YOUR GOAL
Starting at the top line, return each entry word for word.

(Saved entries)
+ + +
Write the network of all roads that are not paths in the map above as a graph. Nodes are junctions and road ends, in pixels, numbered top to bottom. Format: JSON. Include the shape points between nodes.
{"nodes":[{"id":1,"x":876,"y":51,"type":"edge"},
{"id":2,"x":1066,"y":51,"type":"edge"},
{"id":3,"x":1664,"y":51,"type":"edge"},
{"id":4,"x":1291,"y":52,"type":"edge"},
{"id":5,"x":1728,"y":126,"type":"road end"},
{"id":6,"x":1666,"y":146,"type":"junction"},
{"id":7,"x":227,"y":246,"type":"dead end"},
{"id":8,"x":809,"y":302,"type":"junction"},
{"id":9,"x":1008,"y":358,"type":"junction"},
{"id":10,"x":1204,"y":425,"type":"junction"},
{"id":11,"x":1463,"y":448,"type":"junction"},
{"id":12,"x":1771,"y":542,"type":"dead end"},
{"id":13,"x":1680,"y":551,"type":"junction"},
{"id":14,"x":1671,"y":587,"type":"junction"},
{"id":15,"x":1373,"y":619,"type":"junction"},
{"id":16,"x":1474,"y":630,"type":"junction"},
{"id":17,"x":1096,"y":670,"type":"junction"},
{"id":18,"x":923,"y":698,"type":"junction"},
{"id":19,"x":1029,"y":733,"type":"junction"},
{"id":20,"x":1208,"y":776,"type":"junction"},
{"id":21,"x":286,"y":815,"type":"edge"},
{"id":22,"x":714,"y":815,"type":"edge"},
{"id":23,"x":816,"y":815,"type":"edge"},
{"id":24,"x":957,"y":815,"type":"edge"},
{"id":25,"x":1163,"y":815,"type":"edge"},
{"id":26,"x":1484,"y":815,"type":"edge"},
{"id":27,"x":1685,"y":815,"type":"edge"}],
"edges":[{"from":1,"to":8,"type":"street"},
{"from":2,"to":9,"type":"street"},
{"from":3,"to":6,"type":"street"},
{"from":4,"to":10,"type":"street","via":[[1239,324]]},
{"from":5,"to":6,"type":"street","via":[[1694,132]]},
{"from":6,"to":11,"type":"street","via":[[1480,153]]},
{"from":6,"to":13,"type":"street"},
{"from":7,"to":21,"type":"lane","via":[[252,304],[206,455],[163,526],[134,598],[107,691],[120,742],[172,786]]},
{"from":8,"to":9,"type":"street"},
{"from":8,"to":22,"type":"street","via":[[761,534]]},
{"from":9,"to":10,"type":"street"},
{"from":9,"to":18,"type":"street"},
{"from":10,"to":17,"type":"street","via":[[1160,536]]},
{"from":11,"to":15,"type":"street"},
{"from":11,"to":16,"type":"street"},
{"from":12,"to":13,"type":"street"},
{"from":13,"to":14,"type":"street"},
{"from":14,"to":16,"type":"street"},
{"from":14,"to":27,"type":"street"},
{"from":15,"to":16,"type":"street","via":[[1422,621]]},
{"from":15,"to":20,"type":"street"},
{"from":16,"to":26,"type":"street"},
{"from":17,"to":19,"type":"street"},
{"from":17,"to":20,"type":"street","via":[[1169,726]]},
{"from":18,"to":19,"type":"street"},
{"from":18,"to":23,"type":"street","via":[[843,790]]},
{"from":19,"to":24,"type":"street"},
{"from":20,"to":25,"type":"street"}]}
+ + +
COMPLETED EXERCISE
Write the network of all roads that are not paths in the map above as a graph. Nodes are junctions and road ends, in pixels, numbered top to bottom. Format: JSON. Include the shape points between nodes.
{"nodes":[{"id":1,"x":876,"y":51,"type":"edge"},
{"id":2,"x":1066,"y":51,"type":"edge"},
{"id":3,"x":1664,"y":51,"type":"edge"},
{"id":4,"x":1291,"y":52,"type":"edge"},
{"id":5,"x":1728,"y":126,"type":"road end"},
{"id":6,"x":1666,"y":146,"type":"junction"},
{"id":7,"x":227,"y":246,"type":"dead end"},
{"id":8,"x":809,"y":302,"type":"junction"},
{"id":9,"x":1008,"y":358,"type":"junction"},
{"id":10,"x":1204,"y":425,"type":"junction"},
{"id":11,"x":1463,"y":448,"type":"junction"},
{"id":12,"x":1771,"y":542,"type":"dead end"},
{"id":13,"x":1680,"y":551,"type":"junction"},
{"id":14,"x":1671,"y":587,"type":"junction"},
{"id":15,"x":1373,"y":619,"type":"junction"},
{"id":16,"x":1474,"y":630,"type":"junction"},
{"id":17,"x":1096,"y":670,"type":"junction"},
{"id":18,"x":923,"y":698,"type":"junction"},
{"id":19,"x":1029,"y":733,"type":"junction"},
{"id":20,"x":1208,"y":776,"type":"junction"},
{"id":21,"x":286,"y":815,"type":"edge"},
{"id":22,"x":714,"y":815,"type":"edge"},
{"id":23,"x":816,"y":815,"type":"edge"},
{"id":24,"x":957,"y":815,"type":"edge"},
{"id":25,"x":1163,"y":815,"type":"edge"},
{"id":26,"x":1484,"y":815,"type":"edge"},
{"id":27,"x":1685,"y":815,"type":"edge"}],
"edges":[{"from":1,"to":8,"type":"street"},
{"from":2,"to":9,"type":"street"},
{"from":3,"to":6,"type":"street"},
{"from":4,"to":10,"type":"street","via":[[1239,324]]},
{"from":5,"to":6,"type":"street","via":[[1694,132]]},
{"from":6,"to":11,"type":"street","via":[[1480,153]]},
{"from":6,"to":13,"type":"street"},
{"from":7,"to":21,"type":"lane","via":[[252,304],[206,455],[163,526],[134,598],[107,691],[120,742],[172,786]]},
{"from":8,"to":9,"type":"street"},
{"from":8,"to":22,"type":"street","via":[[761,534]]},
{"from":9,"to":10,"type":"street"},
{"from":9,"to":18,"type":"street"},
{"from":10,"to":17,"type":"street","via":[[1160,536]]},
{"from":11,"to":15,"type":"street"},
{"from":11,"to":16,"type":"street"},
{"from":12,"to":13,"type":"street"},
{"from":13,"to":14,"type":"street"},
{"from":14,"to":16,"type":"street"},
{"from":14,"to":27,"type":"street"},
{"from":15,"to":16,"type":"street","via":[[1422,621]]},
{"from":15,"to":20,"type":"street"},
{"from":16,"to":26,"type":"street"},
{"from":17,"to":19,"type":"street"},
{"from":17,"to":20,"type":"street","via":[[1169,726]]},
{"from":18,"to":19,"type":"street"},
{"from":18,"to":23,"type":"street","via":[[843,790]]},
{"from":19,"to":24,"type":"street"},
{"from":20,"to":25,"type":"street"}]}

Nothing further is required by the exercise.